• **PROBLEM DETAILS**: What you return should be every record, retyped without a single change.

• **EXTRACTED RECORDS**:
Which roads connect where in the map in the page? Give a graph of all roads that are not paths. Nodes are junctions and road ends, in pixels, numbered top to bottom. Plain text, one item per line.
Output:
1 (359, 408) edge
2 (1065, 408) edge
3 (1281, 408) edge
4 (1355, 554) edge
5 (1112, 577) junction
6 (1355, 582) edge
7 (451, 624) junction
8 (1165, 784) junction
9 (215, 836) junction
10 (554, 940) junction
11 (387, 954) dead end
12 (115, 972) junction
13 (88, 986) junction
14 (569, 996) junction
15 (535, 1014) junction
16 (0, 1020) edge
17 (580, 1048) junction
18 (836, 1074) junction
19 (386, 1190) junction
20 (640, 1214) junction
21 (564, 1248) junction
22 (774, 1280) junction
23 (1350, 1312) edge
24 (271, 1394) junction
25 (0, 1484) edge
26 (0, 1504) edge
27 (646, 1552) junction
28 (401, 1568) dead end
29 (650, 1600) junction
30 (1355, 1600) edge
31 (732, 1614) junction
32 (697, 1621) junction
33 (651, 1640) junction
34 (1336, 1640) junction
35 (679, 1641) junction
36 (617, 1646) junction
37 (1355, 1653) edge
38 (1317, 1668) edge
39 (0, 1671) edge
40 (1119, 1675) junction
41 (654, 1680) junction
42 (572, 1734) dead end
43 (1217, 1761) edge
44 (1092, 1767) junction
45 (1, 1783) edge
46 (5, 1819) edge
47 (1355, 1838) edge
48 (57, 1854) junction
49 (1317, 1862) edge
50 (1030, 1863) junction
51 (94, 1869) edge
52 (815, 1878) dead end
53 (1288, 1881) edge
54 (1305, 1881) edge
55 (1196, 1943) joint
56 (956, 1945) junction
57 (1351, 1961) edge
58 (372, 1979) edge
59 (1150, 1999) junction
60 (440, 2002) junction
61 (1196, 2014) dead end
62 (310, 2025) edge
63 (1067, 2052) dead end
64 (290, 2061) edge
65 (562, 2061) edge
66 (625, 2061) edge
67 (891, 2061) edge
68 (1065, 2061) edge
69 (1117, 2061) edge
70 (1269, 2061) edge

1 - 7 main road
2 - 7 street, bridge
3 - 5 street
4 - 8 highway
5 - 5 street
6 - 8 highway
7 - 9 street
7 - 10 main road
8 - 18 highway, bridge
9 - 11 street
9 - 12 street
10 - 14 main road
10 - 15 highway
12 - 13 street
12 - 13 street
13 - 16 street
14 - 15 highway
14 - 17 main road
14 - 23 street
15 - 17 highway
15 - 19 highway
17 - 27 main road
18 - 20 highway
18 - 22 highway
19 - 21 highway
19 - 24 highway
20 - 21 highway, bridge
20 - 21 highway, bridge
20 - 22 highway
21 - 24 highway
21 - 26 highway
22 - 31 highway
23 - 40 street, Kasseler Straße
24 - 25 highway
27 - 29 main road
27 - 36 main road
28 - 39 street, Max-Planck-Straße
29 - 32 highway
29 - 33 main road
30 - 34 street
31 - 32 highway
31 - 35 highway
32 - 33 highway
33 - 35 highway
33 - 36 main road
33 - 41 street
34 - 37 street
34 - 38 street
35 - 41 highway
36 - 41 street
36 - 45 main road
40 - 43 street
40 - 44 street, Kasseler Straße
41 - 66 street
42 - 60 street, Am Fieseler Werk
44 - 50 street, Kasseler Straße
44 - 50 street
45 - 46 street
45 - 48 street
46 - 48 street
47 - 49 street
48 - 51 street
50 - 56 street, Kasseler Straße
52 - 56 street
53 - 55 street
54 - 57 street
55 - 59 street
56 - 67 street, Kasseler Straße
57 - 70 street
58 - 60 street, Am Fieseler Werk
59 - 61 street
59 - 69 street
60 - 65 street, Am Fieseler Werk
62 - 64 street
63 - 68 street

• **RESULT OF THIS EXERCISE**:
Which roads connect where in the map in the page? Give a graph of all roads that are not paths. Nodes are junctions and road ends, in pixels, numbered top to bottom. Plain text, one item per line.
Output:
1 (359, 408) edge
2 (1065, 408) edge
3 (1281, 408) edge
4 (1355, 554) edge
5 (1112, 577) junction
6 (1355, 582) edge
7 (451, 624) junction
8 (1165, 784) junction
9 (215, 836) junction
10 (554, 940) junction
11 (387, 954) dead end
12 (115, 972) junction
13 (88, 986) junction
14 (569, 996) junction
15 (535, 1014) junction
16 (0, 1020) edge
17 (580, 1048) junction
18 (836, 1074) junction
19 (386, 1190) junction
20 (640, 1214) junction
21 (564, 1248) junction
22 (774, 1280) junction
23 (1350, 1312) edge
24 (271, 1394) junction
25 (0, 1484) edge
26 (0, 1504) edge
27 (646, 1552) junction
28 (401, 1568) dead end
29 (650, 1600) junction
30 (1355, 1600) edge
31 (732, 1614) junction
32 (697, 1621) junction
33 (651, 1640) junction
34 (1336, 1640) junction
35 (679, 1641) junction
36 (617, 1646) junction
37 (1355, 1653) edge
38 (1317, 1668) edge
39 (0, 1671) edge
40 (1119, 1675) junction
41 (654, 1680) junction
42 (572, 1734) dead end
43 (1217, 1761) edge
44 (1092, 1767) junction
45 (1, 1783) edge
46 (5, 1819) edge
47 (1355, 1838) edge
48 (57, 1854) junction
49 (1317, 1862) edge
50 (1030, 1863) junction
51 (94, 1869) edge
52 (815, 1878) dead end
53 (1288, 1881) edge
54 (1305, 1881) edge
55 (1196, 1943) joint
56 (956, 1945) junction
57 (1351, 1961) edge
58 (372, 1979) edge
59 (1150, 1999) junction
60 (440, 2002) junction
61 (1196, 2014) dead end
62 (310, 2025) edge
63 (1067, 2052) dead end
64 (290, 2061) edge
65 (562, 2061) edge
66 (625, 2061) edge
67 (891, 2061) edge
68 (1065, 2061) edge
69 (1117, 2061) edge
70 (1269, 2061) edge

1 - 7 main road
2 - 7 street, bridge
3 - 5 street
4 - 8 highway
5 - 5 street
6 - 8 highway
7 - 9 street
7 - 10 main road
8 - 18 highway, bridge
9 - 11 street
9 - 12 street
10 - 14 main road
10 - 15 highway
12 - 13 street
12 - 13 street
13 - 16 street
14 - 15 highway
14 - 17 main road
14 - 23 street
15 - 17 highway
15 - 19 highway
17 - 27 main road
18 - 20 highway
18 - 22 highway
19 - 21 highway
19 - 24 highway
20 - 21 highway, bridge
20 - 21 highway, bridge
20 - 22 highway
21 - 24 highway
21 - 26 highway
22 - 31 highway
23 - 40 street, Kasseler Straße
24 - 25 highway
27 - 29 main road
27 - 36 main road
28 - 39 street, Max-Planck-Straße
29 - 32 highway
29 - 33 main road
30 - 34 street
31 - 32 highway
31 - 35 highway
32 - 33 highway
33 - 35 highway
33 - 36 main road
33 - 41 street
34 - 37 street
34 - 38 street
35 - 41 highway
36 - 41 street
36 - 45 main road
40 - 43 street
40 - 44 street, Kasseler Straße
41 - 66 street
42 - 60 street, Am Fieseler Werk
44 - 50 street, Kasseler Straße
44 - 50 street
45 - 46 street
45 - 48 street
46 - 48 street
47 - 49 street
48 - 51 street
50 - 56 street, Kasseler Straße
52 - 56 street
53 - 55 street
54 - 57 street
55 - 59 street
56 - 67 street, Kasseler Straße
57 - 70 street
58 - 60 street, Am Fieseler Werk
59 - 61 street
59 - 69 street
60 - 65 street, Am Fieseler Werk
62 - 64 street
63 - 68 street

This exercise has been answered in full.